Evaluator_Init documents the initialization and usage of the three core LLM-as-judge evaluators in LlamaIndex: FaithfulnessEvaluator, RelevancyEvaluator, and CorrectnessEvaluator. Each evaluator inherits from BaseEvaluator and provides an aevaluate method that returns a standardized EvaluationResult.
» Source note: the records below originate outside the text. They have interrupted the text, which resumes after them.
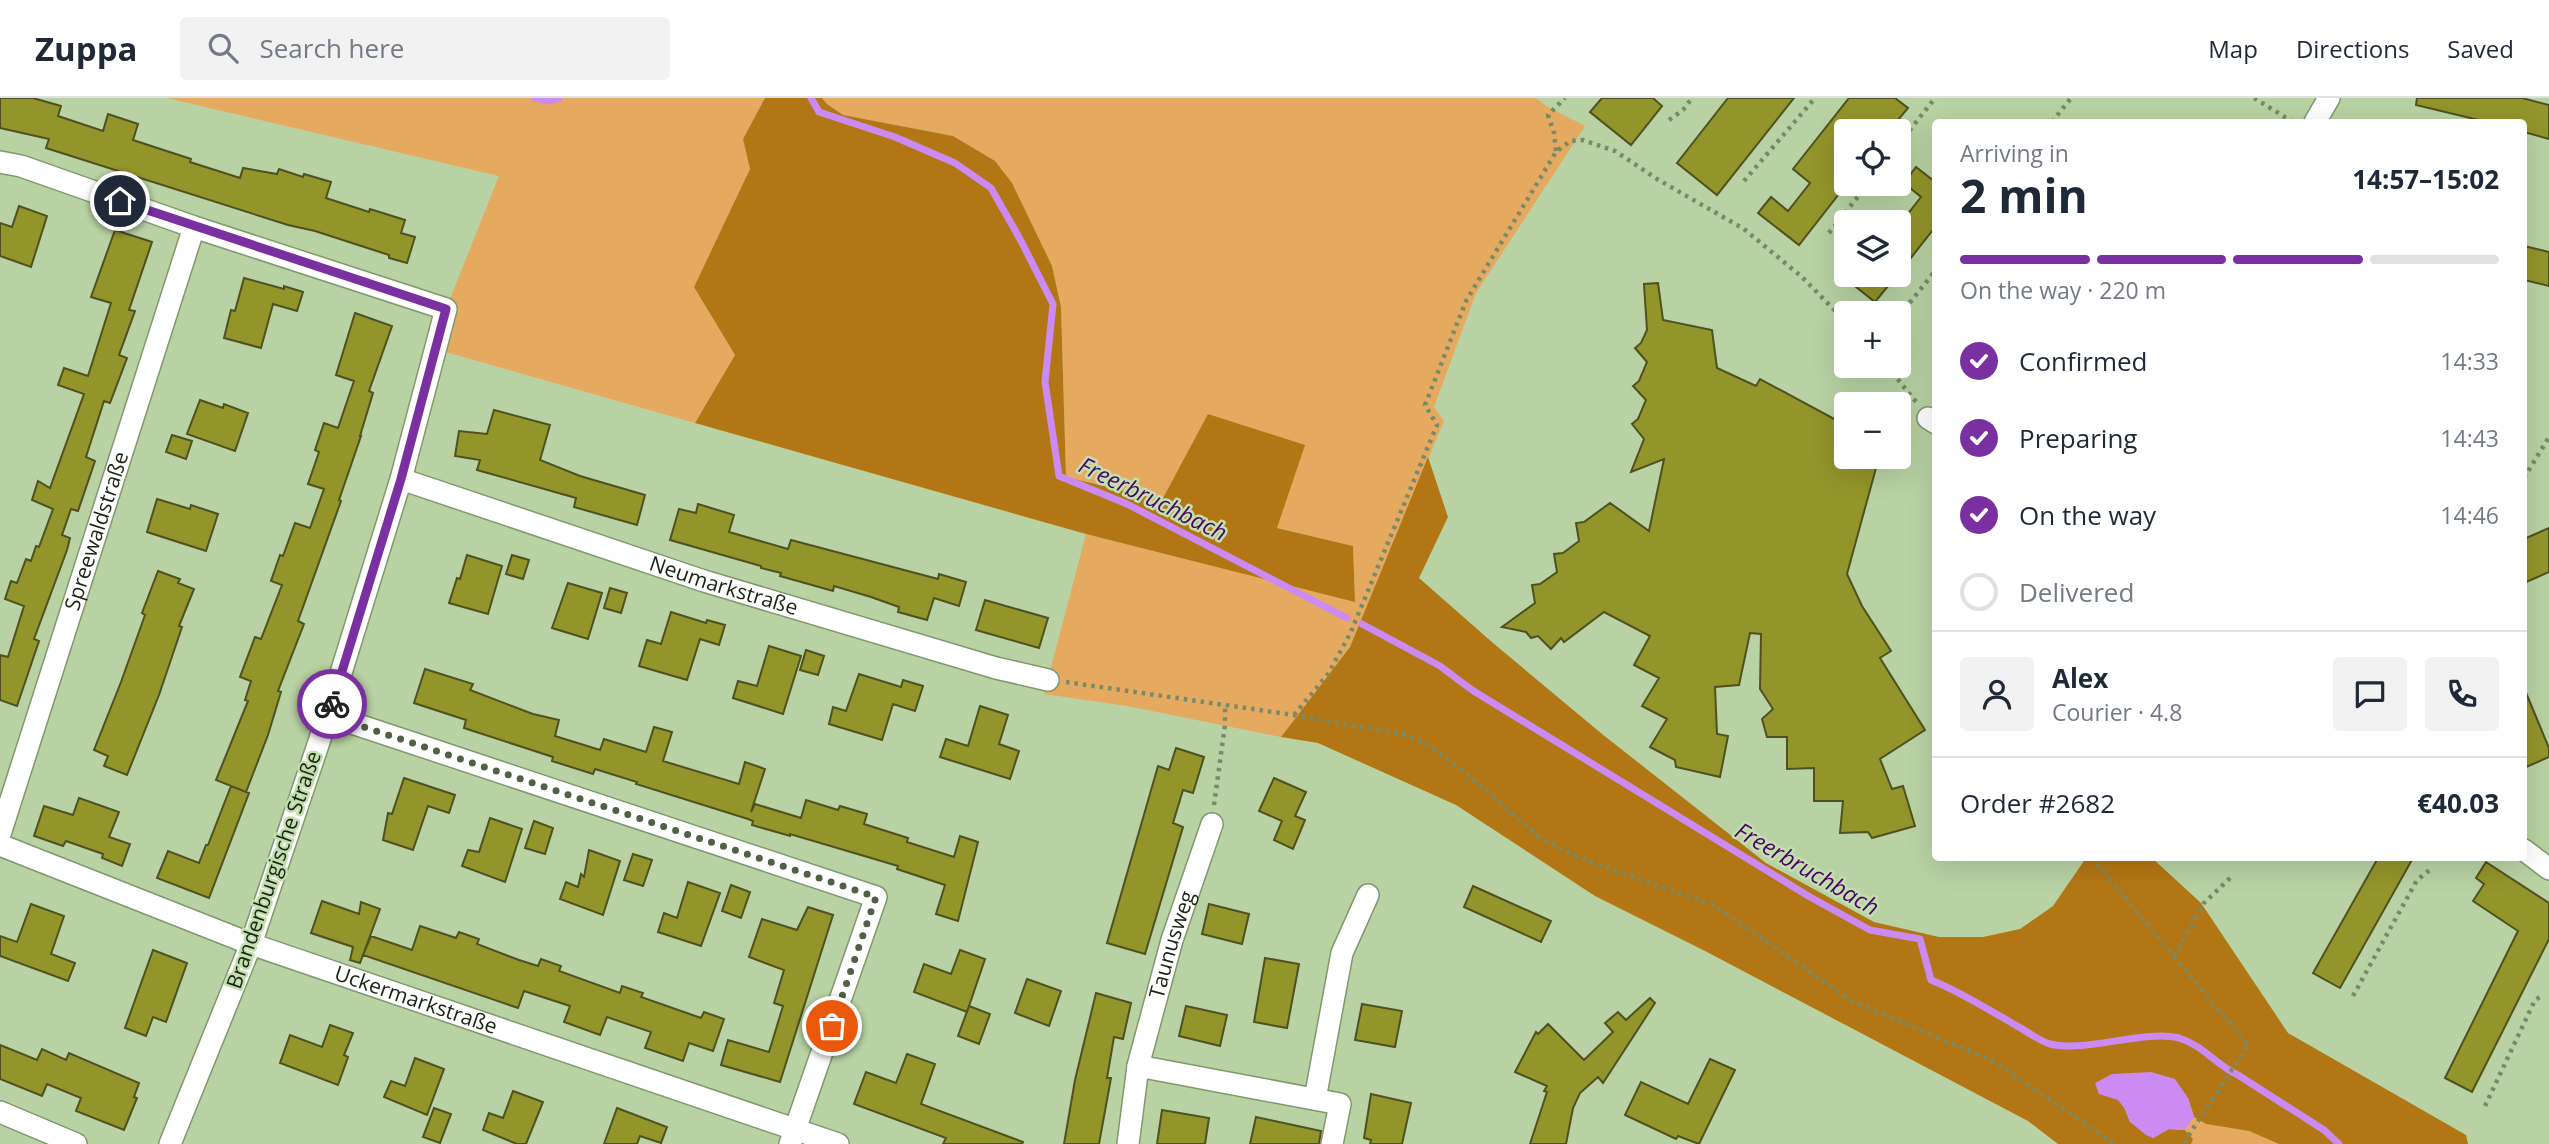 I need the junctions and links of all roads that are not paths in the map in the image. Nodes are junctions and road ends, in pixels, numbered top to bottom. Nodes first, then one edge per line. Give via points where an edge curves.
1 (2329, 98) edge
2 (2317, 119) edge
3 (0, 162) edge
4 (194, 227) junction
5 (401, 479) junction
6 (1048, 680) road end
7 (328, 715) junction
8 (1212, 824) road end
9 (0, 834) edge
10 (0, 845) edge
11 (2527, 852) edge
12 (2549, 869) edge
13 (1368, 895) dead end
14 (251, 944) junction
15 (1138, 1066) junction
16 (1315, 1099) junction
17 (0, 1112) edge
18 (793, 1136) edge
19 (76, 1144) edge
20 (170, 1144) edge
21 (838, 1144) edge
22 (1128, 1144) edge
23 (1332, 1144) edge

1 - 2 street
3 - 4 street
4 - 5 street, Brandenburgische Straße via 446,309
4 - 9 street, Spreewaldstraße
5 - 6 street, Neumarkstraße via 704,581
5 - 7 street, Brandenburgische Straße
7 - 14 street, Brandenburgische Straße
7 - 18 street via 876,897
8 - 15 street, Taunusweg via 1171,940
10 - 14 street, Uckermarkstraße
11 - 12 street
13 - 16 street via 1342,953
14 - 18 street, Uckermarkstraße
14 - 20 street, Brandenburgische Straße
15 - 16 street
15 - 22 street, Taunusweg
16 - 23 street via 1340,1104
17 - 19 street
18 - 21 street, Uckermarkstraße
Principle:Run_llama_Llama_index_Evaluator_Configuration

RAG Evaluation LLM-as-Judge LlamaIndex API

Source Files

  • FaithfulnessEvaluator: llama-index-core/llama_index/core/evaluation/faithfulness.py, Lines 98–201
  • RelevancyEvaluator: llama-index-core/llama_index/core/evaluation/relevancy.py, Lines 42–141
  • CorrectnessEvaluator: llama-index-core/llama_index/core/evaluation/correctness.py, Lines 69–153

Import Statement

from llama_index.core.evaluation import (
    FaithfulnessEvaluator,
    RelevancyEvaluator,
    CorrectnessEvaluator,
)

FaithfulnessEvaluator

Constructor Parameters

Parameter Type Default Description
llm Optional[LLM] None Judge LLM for evaluation; falls back to Settings.llm if not provided
raise_error bool False If True, raises an exception when evaluation fails instead of returning a result
eval_template Optional[BasePromptTemplate] None Custom prompt template for the faithfulness check
refine_template Optional[BasePromptTemplate] None Template for iterative refinement when context exceeds a single call

Evaluation Method

Method Parameters Return Type
aevaluate query (Optional[str]), response (Optional[str]), contexts (Optional[Sequence[str]]), **kwargs EvaluationResult

Example

from llama_index.core.evaluation import FaithfulnessEvaluator
from llama_index.llms.openai import OpenAI

# Initialize with a strong judge model
judge_llm = OpenAI(model="gpt-4", temperature=0.0)
faithfulness_evaluator = FaithfulnessEvaluator(llm=judge_llm)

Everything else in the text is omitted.